But you've got no chance of naming your company after yourself if you have the misfortune of being born Johnnie Walker or Levi Strauss or even, as it turns out, Zelda Roscherr. Global companies tend to be protective of their brands.

Zelda who? Precisely. She is the owner of a Western Cape jam producer whose bottles of boiled sugary fruit carry her family name and have done so since 2010.

Kerkstraat 22 Konfyte started in 1985 but has expanded in recent years with the support of the Department of Trade and Industry. It began using the Roscherr name on its bottles four years ago.

Now Italian chocolate producer Ferrero Rocher has instructed Zelda Roscherr of Montagu to stop using her name on her jams because they claim it's too similar to theirs.

Ferrero, which built its brand as being fit only to be served at ambassadorial functions, seems to have lost the diplomatic plot.

Rather than being regarded as purveyors of sensuous pleasure, the company behind the famous gold-wrapped pralines, Nutella and Kinder Surprise eggs is being seen as a corporate bully intent on blocking the innocent use of a family name on a range of local products that in no way competes with it.

The battle has no shortage of irony.

The jam maker's website reads: "Roscherr's is a family business built on traditional values." Ferrero's website makes much of the legacy of founder Pietro Ferrero who, in the 1940s, chose to change the way Italians bought confectionery. Visitors to the site are bombarded with imagery of tradition and similar wholesome values.

Now a 70-year-old global confectionery player, it has gone as far as to apply for the cancellation of the Roscherr's logo trademark. The company logo in no way seeks to emulate that of the Italian company.
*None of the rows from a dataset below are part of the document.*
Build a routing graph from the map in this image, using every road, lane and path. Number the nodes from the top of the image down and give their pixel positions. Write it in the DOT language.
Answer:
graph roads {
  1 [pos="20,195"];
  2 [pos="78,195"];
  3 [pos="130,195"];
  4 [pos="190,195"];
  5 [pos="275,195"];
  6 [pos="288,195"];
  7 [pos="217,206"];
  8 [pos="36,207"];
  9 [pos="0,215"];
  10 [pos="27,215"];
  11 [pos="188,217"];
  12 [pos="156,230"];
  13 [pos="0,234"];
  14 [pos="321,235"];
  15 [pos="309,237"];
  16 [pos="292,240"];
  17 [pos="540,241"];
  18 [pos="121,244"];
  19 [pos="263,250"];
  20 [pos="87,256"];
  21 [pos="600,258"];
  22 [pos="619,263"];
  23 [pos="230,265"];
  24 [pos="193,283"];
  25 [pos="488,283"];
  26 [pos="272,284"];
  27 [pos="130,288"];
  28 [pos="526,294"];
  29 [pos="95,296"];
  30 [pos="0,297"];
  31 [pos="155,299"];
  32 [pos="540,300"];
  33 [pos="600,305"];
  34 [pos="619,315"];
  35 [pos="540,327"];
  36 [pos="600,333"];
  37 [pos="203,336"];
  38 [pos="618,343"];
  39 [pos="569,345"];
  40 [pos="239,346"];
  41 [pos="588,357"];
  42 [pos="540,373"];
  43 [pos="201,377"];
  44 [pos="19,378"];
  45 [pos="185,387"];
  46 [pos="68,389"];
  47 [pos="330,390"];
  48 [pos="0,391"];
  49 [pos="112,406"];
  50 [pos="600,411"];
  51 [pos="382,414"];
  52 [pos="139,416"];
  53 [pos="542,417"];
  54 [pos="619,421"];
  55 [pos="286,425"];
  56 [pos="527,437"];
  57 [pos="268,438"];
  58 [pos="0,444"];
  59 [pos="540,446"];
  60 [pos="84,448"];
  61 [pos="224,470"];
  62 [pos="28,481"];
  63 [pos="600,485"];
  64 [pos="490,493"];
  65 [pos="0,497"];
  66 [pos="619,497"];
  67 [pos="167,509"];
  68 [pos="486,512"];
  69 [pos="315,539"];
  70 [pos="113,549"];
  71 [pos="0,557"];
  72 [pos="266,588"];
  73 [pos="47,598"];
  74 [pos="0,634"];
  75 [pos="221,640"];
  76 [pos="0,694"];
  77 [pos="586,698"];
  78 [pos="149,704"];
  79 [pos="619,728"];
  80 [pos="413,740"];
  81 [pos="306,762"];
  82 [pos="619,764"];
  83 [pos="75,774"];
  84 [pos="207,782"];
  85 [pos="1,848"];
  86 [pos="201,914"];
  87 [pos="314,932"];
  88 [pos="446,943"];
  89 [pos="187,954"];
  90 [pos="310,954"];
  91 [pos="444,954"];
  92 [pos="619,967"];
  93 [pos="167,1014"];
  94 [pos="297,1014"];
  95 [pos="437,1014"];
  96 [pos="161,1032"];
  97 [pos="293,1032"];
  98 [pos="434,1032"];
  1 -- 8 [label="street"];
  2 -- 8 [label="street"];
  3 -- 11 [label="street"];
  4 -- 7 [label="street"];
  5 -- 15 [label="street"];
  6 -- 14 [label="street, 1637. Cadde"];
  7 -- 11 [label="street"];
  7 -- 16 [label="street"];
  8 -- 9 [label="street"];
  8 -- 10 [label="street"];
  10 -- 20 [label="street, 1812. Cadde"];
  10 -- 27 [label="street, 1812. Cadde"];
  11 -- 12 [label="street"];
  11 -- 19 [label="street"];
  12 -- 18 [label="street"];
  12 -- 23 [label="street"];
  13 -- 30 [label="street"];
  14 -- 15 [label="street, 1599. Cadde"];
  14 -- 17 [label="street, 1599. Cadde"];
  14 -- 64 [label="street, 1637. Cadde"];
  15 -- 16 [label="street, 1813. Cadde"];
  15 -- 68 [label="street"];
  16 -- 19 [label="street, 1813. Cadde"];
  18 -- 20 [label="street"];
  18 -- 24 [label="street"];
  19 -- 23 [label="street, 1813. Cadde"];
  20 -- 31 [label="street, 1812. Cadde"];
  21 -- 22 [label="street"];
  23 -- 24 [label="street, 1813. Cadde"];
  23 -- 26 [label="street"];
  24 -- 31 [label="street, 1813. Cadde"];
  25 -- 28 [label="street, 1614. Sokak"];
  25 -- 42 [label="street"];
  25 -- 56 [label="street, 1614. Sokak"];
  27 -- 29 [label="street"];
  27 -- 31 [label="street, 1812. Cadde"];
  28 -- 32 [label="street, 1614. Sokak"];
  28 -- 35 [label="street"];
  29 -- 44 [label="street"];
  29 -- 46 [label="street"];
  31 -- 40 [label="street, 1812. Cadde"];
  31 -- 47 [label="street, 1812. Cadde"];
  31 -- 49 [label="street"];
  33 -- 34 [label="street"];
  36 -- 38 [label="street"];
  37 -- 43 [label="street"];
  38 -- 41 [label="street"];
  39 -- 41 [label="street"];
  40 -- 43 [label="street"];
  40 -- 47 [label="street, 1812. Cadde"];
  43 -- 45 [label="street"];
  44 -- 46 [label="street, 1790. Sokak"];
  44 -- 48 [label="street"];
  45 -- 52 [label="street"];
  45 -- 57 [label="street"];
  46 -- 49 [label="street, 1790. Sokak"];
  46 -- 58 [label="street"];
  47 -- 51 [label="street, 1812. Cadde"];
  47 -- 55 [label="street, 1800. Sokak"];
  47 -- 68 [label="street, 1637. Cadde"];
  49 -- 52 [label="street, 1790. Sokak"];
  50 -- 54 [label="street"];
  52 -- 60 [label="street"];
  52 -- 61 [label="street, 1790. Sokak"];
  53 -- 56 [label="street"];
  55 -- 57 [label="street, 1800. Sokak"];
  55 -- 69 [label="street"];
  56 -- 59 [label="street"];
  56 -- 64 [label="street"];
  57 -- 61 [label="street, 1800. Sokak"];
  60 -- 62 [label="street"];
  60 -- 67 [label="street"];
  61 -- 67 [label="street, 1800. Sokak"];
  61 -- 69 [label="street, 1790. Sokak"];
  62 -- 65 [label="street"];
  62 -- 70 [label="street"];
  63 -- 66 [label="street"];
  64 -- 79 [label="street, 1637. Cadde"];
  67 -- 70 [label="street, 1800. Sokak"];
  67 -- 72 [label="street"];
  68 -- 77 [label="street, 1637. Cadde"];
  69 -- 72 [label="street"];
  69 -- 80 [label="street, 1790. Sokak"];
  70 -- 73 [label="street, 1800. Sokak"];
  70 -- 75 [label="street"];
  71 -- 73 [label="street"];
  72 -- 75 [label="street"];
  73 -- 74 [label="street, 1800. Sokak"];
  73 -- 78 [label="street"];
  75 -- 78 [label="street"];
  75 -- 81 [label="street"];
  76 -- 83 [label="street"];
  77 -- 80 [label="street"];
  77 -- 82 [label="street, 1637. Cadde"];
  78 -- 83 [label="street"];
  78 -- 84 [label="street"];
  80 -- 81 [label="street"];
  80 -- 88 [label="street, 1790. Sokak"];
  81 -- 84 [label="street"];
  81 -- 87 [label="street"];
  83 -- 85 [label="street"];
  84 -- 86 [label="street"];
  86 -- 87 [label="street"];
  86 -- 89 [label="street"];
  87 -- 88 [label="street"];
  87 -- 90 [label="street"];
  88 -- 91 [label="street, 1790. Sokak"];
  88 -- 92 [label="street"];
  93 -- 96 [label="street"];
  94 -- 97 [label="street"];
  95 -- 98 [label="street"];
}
It is characterised by a distinctive red font and a spoon carrying a dollop of jam. The clue may lie in the fact that it is registered in class 29 of the trademark legislation under "Jams; preserves; dried fruit; nuts".

Ferrero is known for using hazelnuts in its range. But Ferrero's legal argument suggests that jams are similar to chocolates and the consumer will be confused into believing Roscherr's jams are a spin-off of its Ferrero Rocher brand.

Um, really?

Not to be outdone, Roscherr's has hit back and launched a counter-application for the partial cancellation of the five registered trademarks relied upon by Ferrero.

The eloquent, mild-mannered jam maker is not going down without a fight.

South Africa is an important market for Ferrero . Its products are everywhere and the family appears to have had a deep affinity for doing business here. Joint CEO Pietro Ferrero jnr died in Cape Town three-and-a-half years ago while cycling along the Atlantic seaboard. It is believed he had a heart attack .

The company is no stranger to legal action in foreign jurisdictions. In 2008, it won a court battle against a Chinese company that was producing fake Ferrero Rocher pralines. There, its product and trademark were clearly being ripped off, but its pushing around a small jam producer is harder to swallow.

Roscherr has called in the big guns and has trademark attorneys Adams & Adams in her corner.

Her lawyers say the case is likely to test the parameters of the legal principle that a personal name may be used as a trademark, provided that the use is in good faith and consistent with fair practice. One of the defences raised by Roscherr's Fine Foods is that the brand owes its existence to the surname of its owner and that the creation of a unique brand identity demonstrates good faith and fair practice.

Again, there is a delicious irony. It was Adams & Adams that has, in the past five years, represented a corporate giant forcing small local companies to alter their brand identities.

French telecoms group Orange pulled a similar stunt on local companies. It had Adams & Adams write threatening letters to anyone using the colour orange as a dominant part of its logo or the word "Orange" in its titles. Small firms were bullied into submission with the threat of costly litigation. Orange Business Services changed its name to O365 Systems rather than incur costs. Agency Orange Ink kept its name but altered its corporate colour scheme.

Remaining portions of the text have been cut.